Treat Baldwin Johnson (29 March 1875 – 28 July 1947) was an American organic chemist and Sterling Professor at Yale University from 1928–1943.

==Early life and education==
Treat Baldwin Johnson was born in Bethany, Connecticut, on 29 March 1875, the oldest of three sons of Dwight Lauren Johnson and Harriet Adeline Baldwin. He was educated at Ansonia high school and graduated from the Sheffield Scientific School of Yale University in 1898, where he obtained work as a laboratory assistant and began a Ph.D. degree under the supervision of H L Wheeler. By the time of its completion in 1901, Johnson had published seven scientific papers relating mainly to imidoesters.

==Career==
Johnson became an instructor of chemistry at the Sheffield Scientific School in 1902 and then an assistant professor in 1909. He specialized in organic chemistry and was promoted to full professor in 1914. In 1918, he received the Nichols Medal of the American Chemical Society in recognition of his work on pyrimidines. and in 1919 was elected to the US National Academy of Sciences. Yale awarded him a Sterling Professorship in 1928, which he retained until his retirement in 1943.

==Research==
Johnson supervised 94 graduate students, together generating 182 papers on pyrimidine chemistry in a total research output of 358 publications and 15 patents. The focus was organic synthesis as applied to nucleobases and therapeutic substances but he also worked on the chemical degradation of silk, on organic sulfur compounds, and on proteins. He was the co-editor with E. M. Shelton, one of his students, of the owner's manual for A. C. Gilbert Company's chemistry sets. Together with R. D. Coghill, Johnson was the first to discover the existence of 5-methylcytosine in nature, from tuberculinic acid, a nucleotide of Mycobacterium tuberculosis.
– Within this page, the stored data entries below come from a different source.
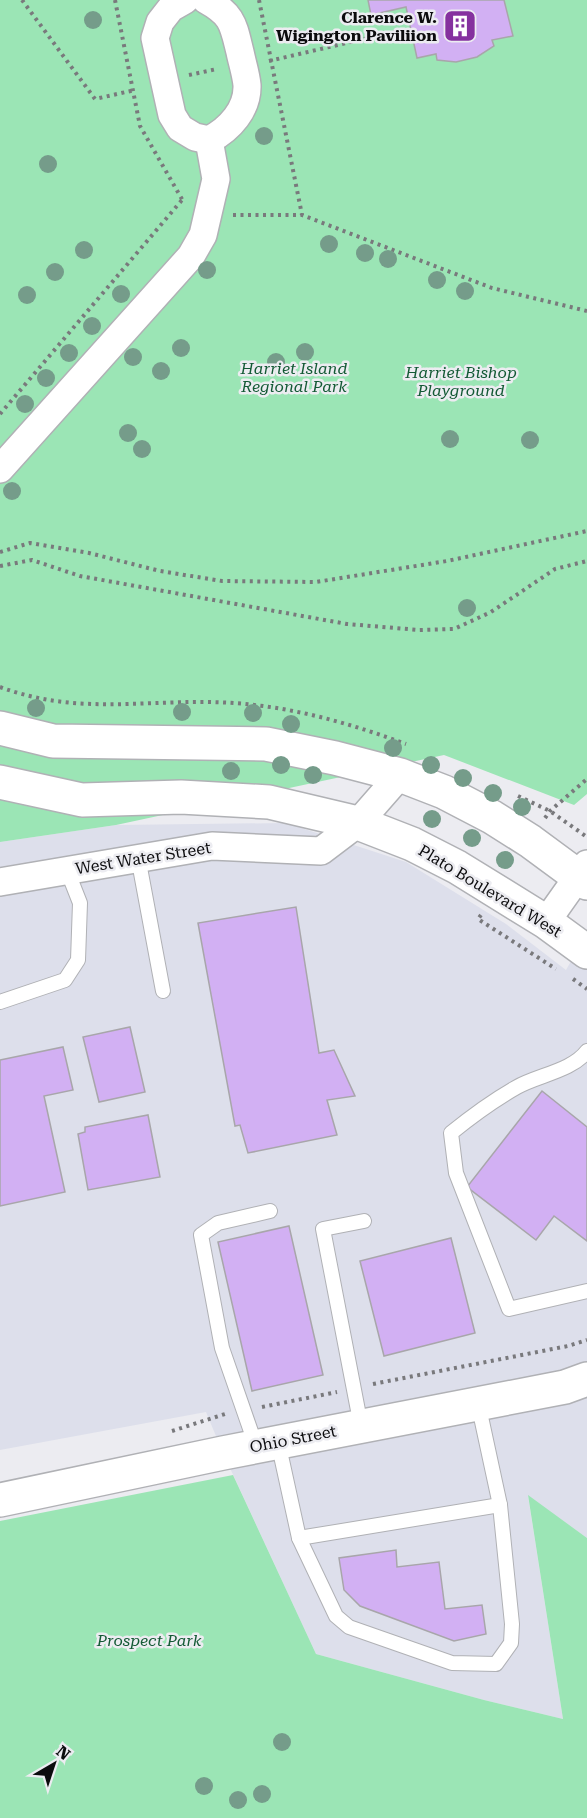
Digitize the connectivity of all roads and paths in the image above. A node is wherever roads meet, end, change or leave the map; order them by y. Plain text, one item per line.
1 (22, 0) edge
2 (115, 0) edge
3 (185, 0) edge
4 (206, 0) edge
5 (259, 0) edge
6 (398, 31) dead end
7 (273, 61) junction
8 (242, 63) junction
9 (164, 81) junction
10 (134, 90) junction
11 (209, 140) junction
12 (182, 200) junction
13 (209, 212) junction
14 (302, 215) junction
15 (587, 311) edge
16 (0, 414) edge
17 (0, 469) edge
18 (587, 531) edge
19 (0, 552) edge
20 (587, 561) edge
21 (0, 566) edge
22 (0, 728) edge
23 (400, 775) junction
24 (587, 779) edge
25 (0, 782) edge
26 (358, 822) junction
27 (587, 837) edge
28 (138, 857) junction
29 (67, 870) junction
30 (584, 875) edge
31 (0, 882) edge
32 (478, 919) dead end
33 (546, 922) junction
34 (577, 964) edge
35 (557, 969) dead end
36 (587, 989) edge
37 (163, 991) dead end
38 (0, 1002) edge
39 (587, 1051) edge
40 (270, 1211) dead end
41 (364, 1221) dead end
42 (587, 1291) edge
43 (587, 1340) edge
44 (587, 1379) edge
45 (354, 1388) junction
46 (478, 1403) junction
47 (245, 1410) junction
48 (361, 1426) junction
49 (163, 1434) dead end
50 (267, 1444) junction
51 (0, 1500) edge
52 (500, 1505) junction
53 (299, 1538) junction

1 - 10 path
2 - 10 path
3 - 9 street
4 - 8 street
5 - 7 path
6 - 7 path
7 - 8 path
7 - 14 path
8 - 9 path
8 - 11 street
9 - 10 path
9 - 11 street
10 - 12 path
11 - 13 street
12 - 13 path
12 - 16 path
13 - 14 path
13 - 17 street
14 - 15 path
18 - 19 path
20 - 21 path
22 - 23 street
23 - 26 street, West Water Street
23 - 30 street
24 - 27 path
25 - 26 street, Plato Boulevard West
26 - 28 street, West Water Street
26 - 33 street, Plato Boulevard West
28 - 29 street, West Water Street
28 - 37 lane
29 - 31 street, West Water Street
29 - 38 lane
30 - 33 street
32 - 35 path
33 - 34 street, Plato Boulevard West
34 - 36 path
39 - 42 lane
40 - 47 lane
41 - 45 lane
43 - 45 path
44 - 46 street, Ohio Street
45 - 47 path
45 - 48 lane
46 - 48 street, Ohio Street
46 - 52 lane
47 - 49 path
47 - 50 lane
48 - 50 street, Ohio Street
50 - 51 street, Ohio Street
50 - 53 lane
52 - 53 lane
52 - 53 lane

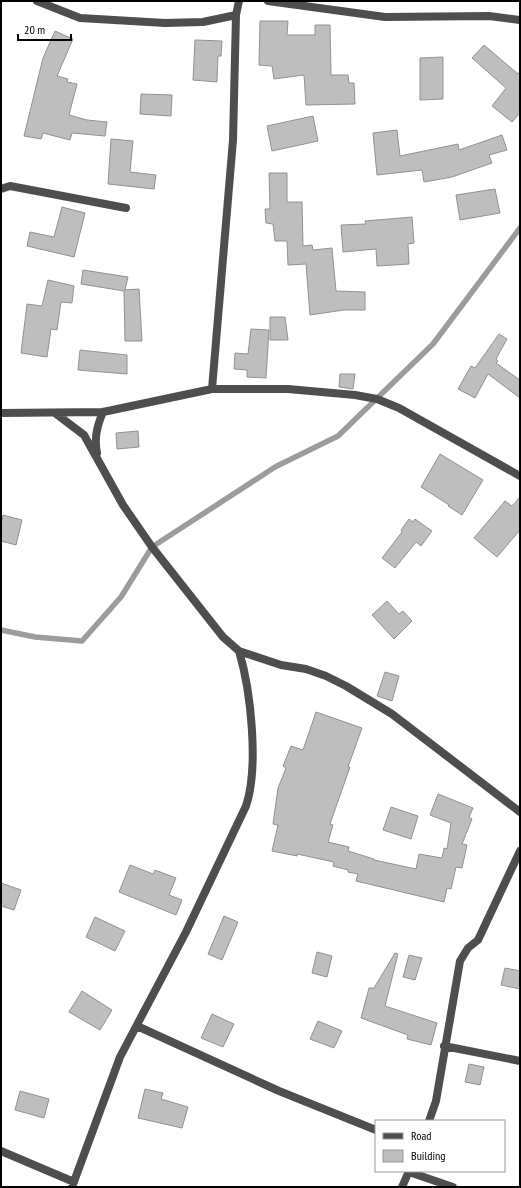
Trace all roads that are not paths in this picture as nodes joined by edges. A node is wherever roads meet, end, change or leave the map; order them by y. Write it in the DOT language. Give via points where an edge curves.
graph roads {
  1 [pos="37,1"];
  2 [pos="239,1"];
  3 [pos="268,1"];
  4 [pos="236,15"];
  5 [pos="520,20"];
  6 [pos="1,189"];
  7 [pos="126,208"];
  8 [pos="212,390"];
  9 [pos="103,412"];
  10 [pos="1,413"];
  11 [pos="54,413"];
  12 [pos="98,458"];
  13 [pos="520,476"];
  14 [pos="239,651"];
  15 [pos="520,812"];
  16 [pos="520,851"];
  17 [pos="137,1026"];
  18 [pos="444,1046"];
  19 [pos="520,1061"];
  20 [pos="429,1120"];
  21 [pos="375,1130"];
  22 [pos="1,1151"];
  23 [pos="409,1172"];
  24 [pos="412,1172"];
  25 [pos="73,1184"];
  26 [pos="402,1187"];
  27 [pos="453,1187"];
  1 -- 4 [label="street" via="80,18 165,23 203,22"];
  2 -- 4 [label="street"];
  3 -- 5 [label="street" via="384,17 489,16"];
  4 -- 8 [label="street" via="233,140"];
  6 -- 7 [label="street" via="10,186"];
  8 -- 9 [label="street"];
  8 -- 13 [label="street" via="288,389 377,399 400,408"];
  9 -- 11 [label="street"];
  9 -- 12 [label="street" via="96,434"];
  10 -- 11 [label="street"];
  11 -- 12 [label="street" via="84,435"];
  12 -- 14 [label="street" via="123,505 152,547 223,637"];
  14 -- 15 [label="street" via="281,665 306,669 346,686 392,714"];
  14 -- 17 [label="street" via="249,699 253,765 250,793 186,932"];
  16 -- 18 [label="street" via="478,940 468,948 460,960"];
  17 -- 21 [label="street" via="279,1091"];
  17 -- 25 [label="street" via="120,1057"];
  18 -- 19 [label="street"];
  18 -- 20 [label="street" via="436,1101"];
  22 -- 25 [label="street"];
  23 -- 26 [label="street"];
  24 -- 27 [label="street"];
}
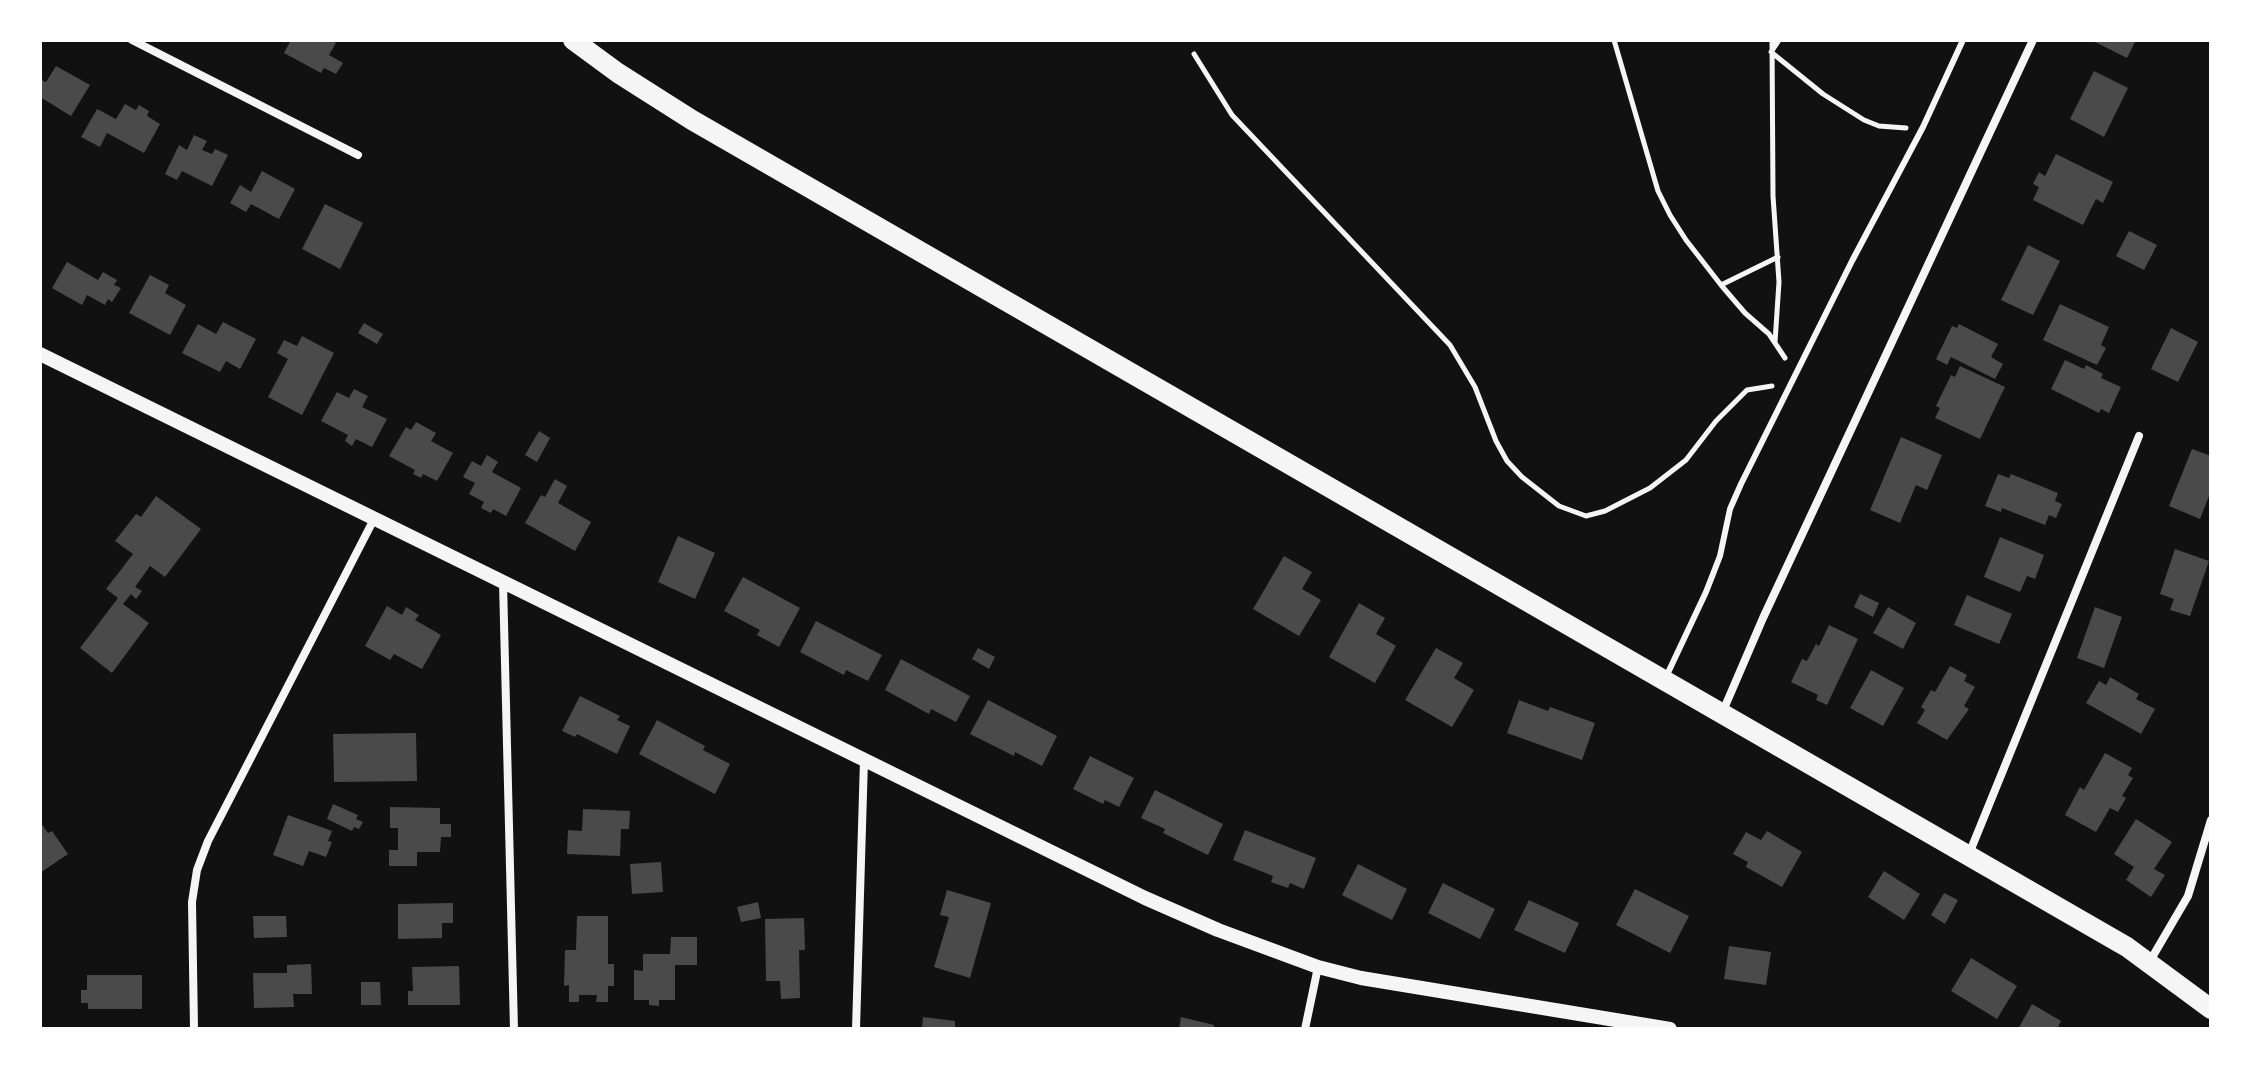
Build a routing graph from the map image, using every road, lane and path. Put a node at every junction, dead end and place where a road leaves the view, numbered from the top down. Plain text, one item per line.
1 (132, 40) edge
2 (573, 40) edge
3 (1614, 40) edge
4 (1772, 40) edge
5 (1779, 40) edge
6 (1963, 40) edge
7 (2033, 40) edge
8 (1771, 52) junction
9 (1194, 54) dead end
10 (1923, 127) junction
11 (358, 155) dead end
12 (1778, 257) junction
13 (1721, 285) junction
14 (1775, 343) junction
15 (40, 354) edge
16 (1791, 384) junction
17 (2139, 436) dead end
18 (374, 519) junction
19 (503, 582) junction
20 (1664, 680) junction
21 (1722, 713) junction
22 (864, 760) junction
23 (2211, 820) edge
24 (1968, 855) junction
25 (2149, 963) junction
26 (1318, 967) junction
27 (2211, 1009) edge
28 (1646, 1027) edge
29 (194, 1029) edge
30 (514, 1029) edge
31 (856, 1029) edge
32 (1305, 1029) edge
33 (1670, 1029) edge

1 - 11 street
2 - 20 main road
3 - 13 path
4 - 8 path
5 - 8 path
6 - 10 lane
7 - 21 street
8 - 10 path
8 - 12 path
9 - 16 path
10 - 16 lane
12 - 13 path
12 - 14 path
13 - 14 path
14 - 16 path
15 - 18 street
16 - 20 lane
17 - 24 street
18 - 19 street
18 - 29 street
19 - 22 street
19 - 30 street
20 - 21 main road
21 - 24 main road
22 - 26 street
22 - 31 street
23 - 25 street
24 - 25 main road
25 - 27 main road
26 - 28 street
26 - 32 street
28 - 33 street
===Selected publications===
- Wheeler, Henry L. (1907). "IV. Researches on Pyrimidins: On a Color Test for Uracil and Cytosin Plate II"
- Johnson, Treat B. (1914). "The Origin of Purines in Plants"
- Johnson, Treat B. (1918). "The Development of Pyrimidine Chemistry–Medal Address"
- Shelton, Elbert M. (1930). "Silk—A Field for Research1"
- Johnson, Treat B. (1933). "Pyrimidines: Their Amino and Aminoöxy Derivatives"
- Johnson, Treat B. (1946). "Fun with Gilbert chemistry"

==Personal life==
Johnson married Emma Estelle Amerman in 1904; they had no children.